* **WORK REQUEST**:
A verbatim copy of the records is required, with all pictures left out.

·····

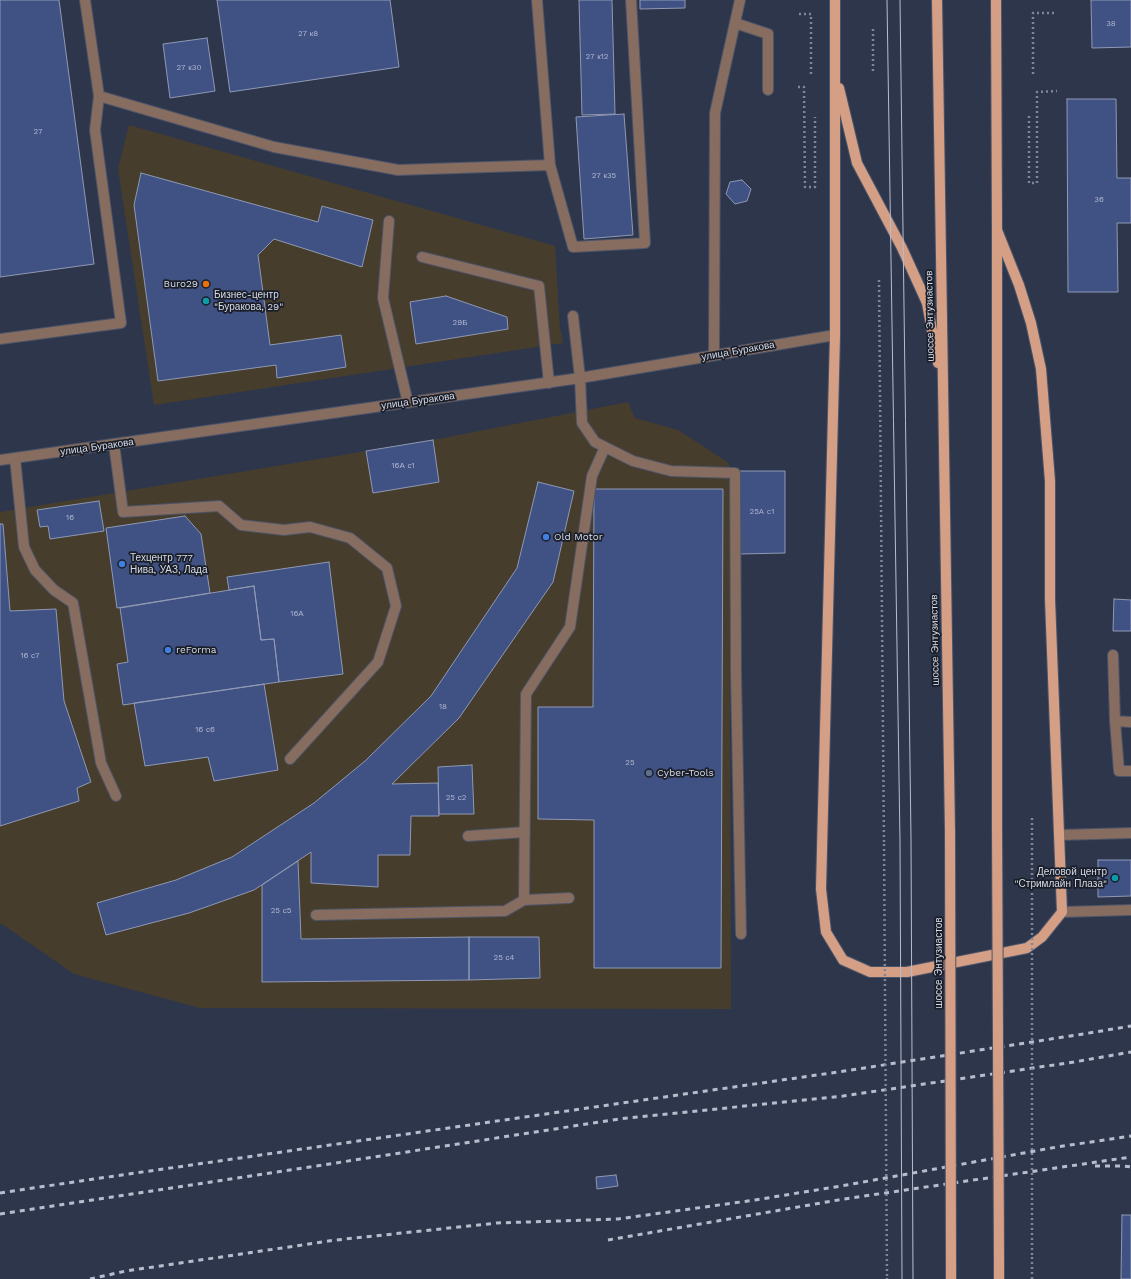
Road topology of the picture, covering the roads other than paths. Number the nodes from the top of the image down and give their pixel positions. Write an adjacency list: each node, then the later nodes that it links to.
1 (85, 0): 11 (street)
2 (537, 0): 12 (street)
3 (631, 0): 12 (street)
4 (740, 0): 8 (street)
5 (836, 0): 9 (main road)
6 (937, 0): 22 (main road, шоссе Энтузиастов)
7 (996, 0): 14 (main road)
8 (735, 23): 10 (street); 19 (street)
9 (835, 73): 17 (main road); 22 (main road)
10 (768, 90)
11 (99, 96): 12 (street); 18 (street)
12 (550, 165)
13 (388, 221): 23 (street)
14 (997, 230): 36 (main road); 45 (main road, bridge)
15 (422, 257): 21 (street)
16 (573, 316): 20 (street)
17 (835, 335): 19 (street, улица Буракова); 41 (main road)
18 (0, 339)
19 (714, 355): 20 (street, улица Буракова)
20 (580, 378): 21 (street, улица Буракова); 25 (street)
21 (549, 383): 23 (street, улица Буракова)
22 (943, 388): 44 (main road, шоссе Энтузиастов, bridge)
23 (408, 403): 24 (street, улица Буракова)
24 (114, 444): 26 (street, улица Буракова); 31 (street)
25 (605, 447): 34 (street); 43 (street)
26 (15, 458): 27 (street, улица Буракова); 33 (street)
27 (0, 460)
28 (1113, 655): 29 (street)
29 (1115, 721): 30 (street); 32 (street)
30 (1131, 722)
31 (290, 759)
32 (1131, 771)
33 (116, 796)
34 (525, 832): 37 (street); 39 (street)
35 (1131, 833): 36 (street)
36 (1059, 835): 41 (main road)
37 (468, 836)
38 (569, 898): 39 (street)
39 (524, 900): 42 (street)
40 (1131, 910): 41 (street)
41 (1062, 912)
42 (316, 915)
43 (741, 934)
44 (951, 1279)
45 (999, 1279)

·····

* **TASK SOLUTION**:
Road topology of the picture, covering the roads other than paths. Number the nodes from the top of the image down and give their pixel positions. Write an adjacency list: each node, then the later nodes that it links to.
1 (85, 0): 11 (street)
2 (537, 0): 12 (street)
3 (631, 0): 12 (street)
4 (740, 0): 8 (street)
5 (836, 0): 9 (main road)
6 (937, 0): 22 (main road, шоссе Энтузиастов)
7 (996, 0): 14 (main road)
8 (735, 23): 10 (street); 19 (street)
9 (835, 73): 17 (main road); 22 (main road)
10 (768, 90)
11 (99, 96): 12 (street); 18 (street)
12 (550, 165)
13 (388, 221): 23 (street)
14 (997, 230): 36 (main road); 45 (main road, bridge)
15 (422, 257): 21 (street)
16 (573, 316): 20 (street)
17 (835, 335): 19 (street, улица Буракова); 41 (main road)
18 (0, 339)
19 (714, 355): 20 (street, улица Буракова)
20 (580, 378): 21 (street, улица Буракова); 25 (street)
21 (549, 383): 23 (street, улица Буракова)
22 (943, 388): 44 (main road, шоссе Энтузиастов, bridge)
23 (408, 403): 24 (street, улица Буракова)
24 (114, 444): 26 (street, улица Буракова); 31 (street)
25 (605, 447): 34 (street); 43 (street)
26 (15, 458): 27 (street, улица Буракова); 33 (street)
27 (0, 460)
28 (1113, 655): 29 (street)
29 (1115, 721): 30 (street); 32 (street)
30 (1131, 722)
31 (290, 759)
32 (1131, 771)
33 (116, 796)
34 (525, 832): 37 (street); 39 (street)
35 (1131, 833): 36 (street)
36 (1059, 835): 41 (main road)
37 (468, 836)
38 (569, 898): 39 (street)
39 (524, 900): 42 (street)
40 (1131, 910): 41 (street)
41 (1062, 912)
42 (316, 915)
43 (741, 934)
44 (951, 1279)
45 (999, 1279)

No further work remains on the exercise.